Prof Amit Bhaduri, who has been visiting the most vulnerable tribal regions of Chhatisgarh and Orissa, describes the state’s evolving strategy there as a move towards ‘internal colonialism’. It is not a coincidence that the BJP which rules Chhatisgarh and the Congress, the centre, are working in tandem.
So if the poor election results came as a series of heart attacks for the BJP, the consequent exist of Lal Kishan Advani of the Babri mosque notoriety and several others from the party leadership triggered equally turbulent convulsions. Not everyone goes contrite with age. Lots of third-raters go off on pilgrimages, and yet continue with their nefarious pastimes. Haji Mastan comes to mind. He continued to be a smuggler even after saying sorry to God.
The alleged accomplices of Ayodhya have not apologised to anyone in their religious pursuit of a high obscurantist order. They have resorted to equivocation instead. (‘Razing the mosque reflected nationalist upsurge but we didn’t do it.’)
The Liberhan Commission indicted Mr Advani and his partners for the destruction of the nondescript and probably crumbling mosque in 1992. The government in its response to the report has done little except promising more laws to shore up secularism. They can’t touch Advani, it is widely whispered. (Or even Bal Thackeray for that matter, indicted in another report damning the Shiv Sena for mass murder of Muslims, which is collecting dust in government archives.)
That is precisely the approach Dr Singh and his home minister are expected to take on the Mishra report, which promises a lot for Muslims but leaves it to the government whether it would eventually do anything at all about the findings and suggestions. Public relations and image-building is a Congress forte. In a build-up to its last-minute announcement, the Congress pumped up the Mishra report through clever advertising through leaked coverage.
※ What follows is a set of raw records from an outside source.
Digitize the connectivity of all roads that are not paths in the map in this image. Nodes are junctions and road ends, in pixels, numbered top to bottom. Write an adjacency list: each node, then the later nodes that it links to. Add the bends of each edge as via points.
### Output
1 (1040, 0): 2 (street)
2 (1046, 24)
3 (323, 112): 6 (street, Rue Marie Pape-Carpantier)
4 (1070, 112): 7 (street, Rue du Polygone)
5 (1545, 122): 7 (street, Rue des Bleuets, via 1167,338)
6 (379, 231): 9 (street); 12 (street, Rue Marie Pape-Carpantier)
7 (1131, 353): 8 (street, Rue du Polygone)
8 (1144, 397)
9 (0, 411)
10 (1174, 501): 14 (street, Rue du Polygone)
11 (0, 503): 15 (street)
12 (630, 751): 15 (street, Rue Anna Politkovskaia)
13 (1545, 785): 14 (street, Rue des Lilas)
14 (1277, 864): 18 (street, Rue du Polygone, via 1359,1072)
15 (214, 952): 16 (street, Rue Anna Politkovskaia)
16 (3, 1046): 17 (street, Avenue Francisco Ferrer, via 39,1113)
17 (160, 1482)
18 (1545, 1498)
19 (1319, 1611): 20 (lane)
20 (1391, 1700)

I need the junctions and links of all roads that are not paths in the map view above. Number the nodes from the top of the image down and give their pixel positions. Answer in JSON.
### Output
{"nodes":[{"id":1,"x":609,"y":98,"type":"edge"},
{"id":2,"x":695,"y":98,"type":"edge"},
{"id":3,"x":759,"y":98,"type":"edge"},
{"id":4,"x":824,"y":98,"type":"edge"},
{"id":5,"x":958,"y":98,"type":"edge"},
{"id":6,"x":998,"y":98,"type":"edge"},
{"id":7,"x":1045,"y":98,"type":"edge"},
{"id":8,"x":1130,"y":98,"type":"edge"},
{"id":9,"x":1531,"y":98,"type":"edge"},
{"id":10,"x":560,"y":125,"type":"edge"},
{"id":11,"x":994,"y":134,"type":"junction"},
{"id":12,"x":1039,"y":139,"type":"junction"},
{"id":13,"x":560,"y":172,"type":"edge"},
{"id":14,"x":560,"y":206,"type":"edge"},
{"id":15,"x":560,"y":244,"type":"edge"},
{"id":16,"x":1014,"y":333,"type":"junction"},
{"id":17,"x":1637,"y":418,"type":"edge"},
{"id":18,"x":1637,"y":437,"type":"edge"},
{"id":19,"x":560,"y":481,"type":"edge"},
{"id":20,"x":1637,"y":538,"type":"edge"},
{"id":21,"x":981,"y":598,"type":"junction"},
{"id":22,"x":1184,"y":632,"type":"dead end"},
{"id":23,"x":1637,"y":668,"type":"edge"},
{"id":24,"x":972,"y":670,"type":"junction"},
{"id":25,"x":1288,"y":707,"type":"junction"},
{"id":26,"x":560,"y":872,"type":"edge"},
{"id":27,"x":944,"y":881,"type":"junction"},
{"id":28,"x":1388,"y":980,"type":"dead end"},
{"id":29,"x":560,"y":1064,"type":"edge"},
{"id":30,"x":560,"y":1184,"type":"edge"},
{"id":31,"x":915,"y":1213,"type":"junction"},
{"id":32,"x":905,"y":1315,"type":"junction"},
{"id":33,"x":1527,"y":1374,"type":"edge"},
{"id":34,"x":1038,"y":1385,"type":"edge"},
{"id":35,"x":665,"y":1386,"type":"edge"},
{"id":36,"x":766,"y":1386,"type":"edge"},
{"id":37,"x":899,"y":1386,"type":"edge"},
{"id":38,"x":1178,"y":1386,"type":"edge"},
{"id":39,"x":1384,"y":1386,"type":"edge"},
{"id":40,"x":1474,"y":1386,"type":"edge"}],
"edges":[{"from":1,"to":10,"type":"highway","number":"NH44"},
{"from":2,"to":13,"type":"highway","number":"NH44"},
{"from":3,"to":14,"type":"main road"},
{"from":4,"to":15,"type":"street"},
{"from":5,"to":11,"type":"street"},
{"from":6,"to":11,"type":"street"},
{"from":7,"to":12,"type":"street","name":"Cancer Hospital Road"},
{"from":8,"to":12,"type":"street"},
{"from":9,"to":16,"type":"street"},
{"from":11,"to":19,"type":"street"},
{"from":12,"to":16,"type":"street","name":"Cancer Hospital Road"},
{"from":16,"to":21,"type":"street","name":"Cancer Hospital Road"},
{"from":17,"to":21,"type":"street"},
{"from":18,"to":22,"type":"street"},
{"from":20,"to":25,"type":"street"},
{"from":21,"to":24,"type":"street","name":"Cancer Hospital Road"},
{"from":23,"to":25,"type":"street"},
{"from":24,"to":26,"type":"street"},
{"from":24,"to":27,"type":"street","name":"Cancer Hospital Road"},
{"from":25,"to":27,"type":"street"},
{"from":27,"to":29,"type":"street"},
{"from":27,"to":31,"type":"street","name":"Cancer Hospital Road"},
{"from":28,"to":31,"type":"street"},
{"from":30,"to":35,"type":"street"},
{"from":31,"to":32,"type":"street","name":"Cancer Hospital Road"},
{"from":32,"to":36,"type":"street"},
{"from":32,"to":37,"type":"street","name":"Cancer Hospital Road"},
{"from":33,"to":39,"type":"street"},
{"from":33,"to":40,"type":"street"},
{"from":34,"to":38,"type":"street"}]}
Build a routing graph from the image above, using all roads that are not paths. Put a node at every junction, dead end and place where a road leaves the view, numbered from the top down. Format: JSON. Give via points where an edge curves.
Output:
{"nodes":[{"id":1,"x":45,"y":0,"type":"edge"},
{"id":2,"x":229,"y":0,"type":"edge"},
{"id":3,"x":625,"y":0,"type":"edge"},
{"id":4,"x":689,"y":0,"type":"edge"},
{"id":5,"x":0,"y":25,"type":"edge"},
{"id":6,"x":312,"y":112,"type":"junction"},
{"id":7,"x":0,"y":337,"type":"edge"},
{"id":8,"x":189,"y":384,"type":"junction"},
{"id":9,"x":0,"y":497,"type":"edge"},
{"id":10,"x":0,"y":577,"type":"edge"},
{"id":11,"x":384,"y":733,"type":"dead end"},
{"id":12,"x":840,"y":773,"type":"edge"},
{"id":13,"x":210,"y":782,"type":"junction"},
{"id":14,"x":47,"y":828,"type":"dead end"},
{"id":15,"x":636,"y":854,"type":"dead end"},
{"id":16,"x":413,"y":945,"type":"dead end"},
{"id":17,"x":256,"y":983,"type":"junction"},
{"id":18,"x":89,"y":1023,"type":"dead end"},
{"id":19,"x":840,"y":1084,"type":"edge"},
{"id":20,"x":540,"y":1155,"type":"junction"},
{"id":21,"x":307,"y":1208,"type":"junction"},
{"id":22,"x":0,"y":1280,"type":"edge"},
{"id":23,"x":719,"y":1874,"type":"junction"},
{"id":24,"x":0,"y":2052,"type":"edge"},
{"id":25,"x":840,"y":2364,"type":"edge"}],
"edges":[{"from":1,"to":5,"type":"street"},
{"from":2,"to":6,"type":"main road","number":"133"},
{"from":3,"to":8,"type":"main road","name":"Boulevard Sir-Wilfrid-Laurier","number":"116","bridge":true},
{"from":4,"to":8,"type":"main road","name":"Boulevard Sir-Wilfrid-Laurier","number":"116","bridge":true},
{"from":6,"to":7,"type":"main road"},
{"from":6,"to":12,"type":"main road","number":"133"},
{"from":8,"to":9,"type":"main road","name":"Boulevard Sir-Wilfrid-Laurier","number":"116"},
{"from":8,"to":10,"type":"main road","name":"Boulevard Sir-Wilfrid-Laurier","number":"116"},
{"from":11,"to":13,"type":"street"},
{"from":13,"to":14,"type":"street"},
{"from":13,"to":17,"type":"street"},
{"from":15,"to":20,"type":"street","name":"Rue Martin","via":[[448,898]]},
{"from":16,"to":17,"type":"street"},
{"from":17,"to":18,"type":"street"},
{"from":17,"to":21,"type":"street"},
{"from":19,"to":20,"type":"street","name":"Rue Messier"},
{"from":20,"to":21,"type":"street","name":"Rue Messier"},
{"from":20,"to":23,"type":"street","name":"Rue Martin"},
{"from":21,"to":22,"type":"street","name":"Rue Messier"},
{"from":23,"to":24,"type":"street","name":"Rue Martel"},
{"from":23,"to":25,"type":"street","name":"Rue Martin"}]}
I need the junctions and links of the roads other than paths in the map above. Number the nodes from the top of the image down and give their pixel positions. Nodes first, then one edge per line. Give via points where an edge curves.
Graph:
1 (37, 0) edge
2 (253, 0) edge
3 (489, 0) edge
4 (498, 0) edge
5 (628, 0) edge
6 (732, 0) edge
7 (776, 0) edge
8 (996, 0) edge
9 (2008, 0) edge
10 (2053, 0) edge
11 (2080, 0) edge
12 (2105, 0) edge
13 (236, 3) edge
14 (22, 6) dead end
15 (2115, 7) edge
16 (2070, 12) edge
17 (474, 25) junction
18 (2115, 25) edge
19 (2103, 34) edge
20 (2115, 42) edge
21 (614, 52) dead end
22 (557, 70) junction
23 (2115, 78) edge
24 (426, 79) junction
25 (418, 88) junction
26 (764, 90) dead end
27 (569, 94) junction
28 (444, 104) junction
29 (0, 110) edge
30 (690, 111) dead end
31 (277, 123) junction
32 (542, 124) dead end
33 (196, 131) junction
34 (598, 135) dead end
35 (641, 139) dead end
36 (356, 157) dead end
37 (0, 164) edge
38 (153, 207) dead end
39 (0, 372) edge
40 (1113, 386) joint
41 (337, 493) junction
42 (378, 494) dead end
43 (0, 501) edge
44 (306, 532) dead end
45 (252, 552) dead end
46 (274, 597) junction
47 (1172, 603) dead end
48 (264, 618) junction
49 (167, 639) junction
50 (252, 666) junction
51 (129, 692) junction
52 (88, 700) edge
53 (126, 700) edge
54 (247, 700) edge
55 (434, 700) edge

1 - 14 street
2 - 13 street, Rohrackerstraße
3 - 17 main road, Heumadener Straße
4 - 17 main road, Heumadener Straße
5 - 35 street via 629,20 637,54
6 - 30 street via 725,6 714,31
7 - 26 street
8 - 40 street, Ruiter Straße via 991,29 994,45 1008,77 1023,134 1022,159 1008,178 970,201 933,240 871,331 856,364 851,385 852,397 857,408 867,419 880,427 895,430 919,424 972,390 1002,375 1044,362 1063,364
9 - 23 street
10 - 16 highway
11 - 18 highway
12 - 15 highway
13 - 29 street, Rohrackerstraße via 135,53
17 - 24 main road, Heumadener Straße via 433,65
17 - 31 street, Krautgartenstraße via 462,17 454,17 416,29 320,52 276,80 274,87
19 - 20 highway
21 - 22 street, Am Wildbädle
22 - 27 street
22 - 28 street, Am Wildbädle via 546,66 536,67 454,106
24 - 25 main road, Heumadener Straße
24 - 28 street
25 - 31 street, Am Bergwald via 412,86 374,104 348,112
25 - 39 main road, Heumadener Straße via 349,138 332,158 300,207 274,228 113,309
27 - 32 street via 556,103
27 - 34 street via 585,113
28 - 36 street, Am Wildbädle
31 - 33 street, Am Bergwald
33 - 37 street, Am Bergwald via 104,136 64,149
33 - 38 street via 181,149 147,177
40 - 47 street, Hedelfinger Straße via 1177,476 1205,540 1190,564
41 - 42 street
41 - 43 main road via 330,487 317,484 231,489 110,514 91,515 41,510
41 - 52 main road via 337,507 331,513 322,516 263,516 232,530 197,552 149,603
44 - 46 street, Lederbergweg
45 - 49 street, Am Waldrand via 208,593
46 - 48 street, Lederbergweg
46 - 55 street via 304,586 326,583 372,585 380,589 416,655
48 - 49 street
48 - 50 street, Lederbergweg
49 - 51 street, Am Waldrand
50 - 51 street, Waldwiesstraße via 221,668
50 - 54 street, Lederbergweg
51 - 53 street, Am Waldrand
‘After Liberhan, the UPA government is trying to hide another commission’s report because it seems like an even bigger political hot potato,’ wrote one reporter close to the Congress leadership on December 2. The Mishra commission’s recommendations are clear: 15 per cent reservation in jobs and educational institutions, and social sector schemes for Muslims and other minorities.
‘The government is in no position to implement the recommendations without major changes in existing rules and regulations, and that is one reason why it is sitting tight on the report,’ the newspaper claimed.
The National Commission on Religious and Linguistic Minorities was set up on October 29, 2004, under the chairmanship of retired chief justice of India Ranganath Mishra. He submitted the report to the government two-and-a-half-years ago on May 22, 2007.
There is nothing wrong with the report as such and that may be its undoing. It has recommended the inclusion of Muslim and Christian Dalits in the list of scheduled castes/scheduled tribes (SC/STs). This is red rag before the BJP bull.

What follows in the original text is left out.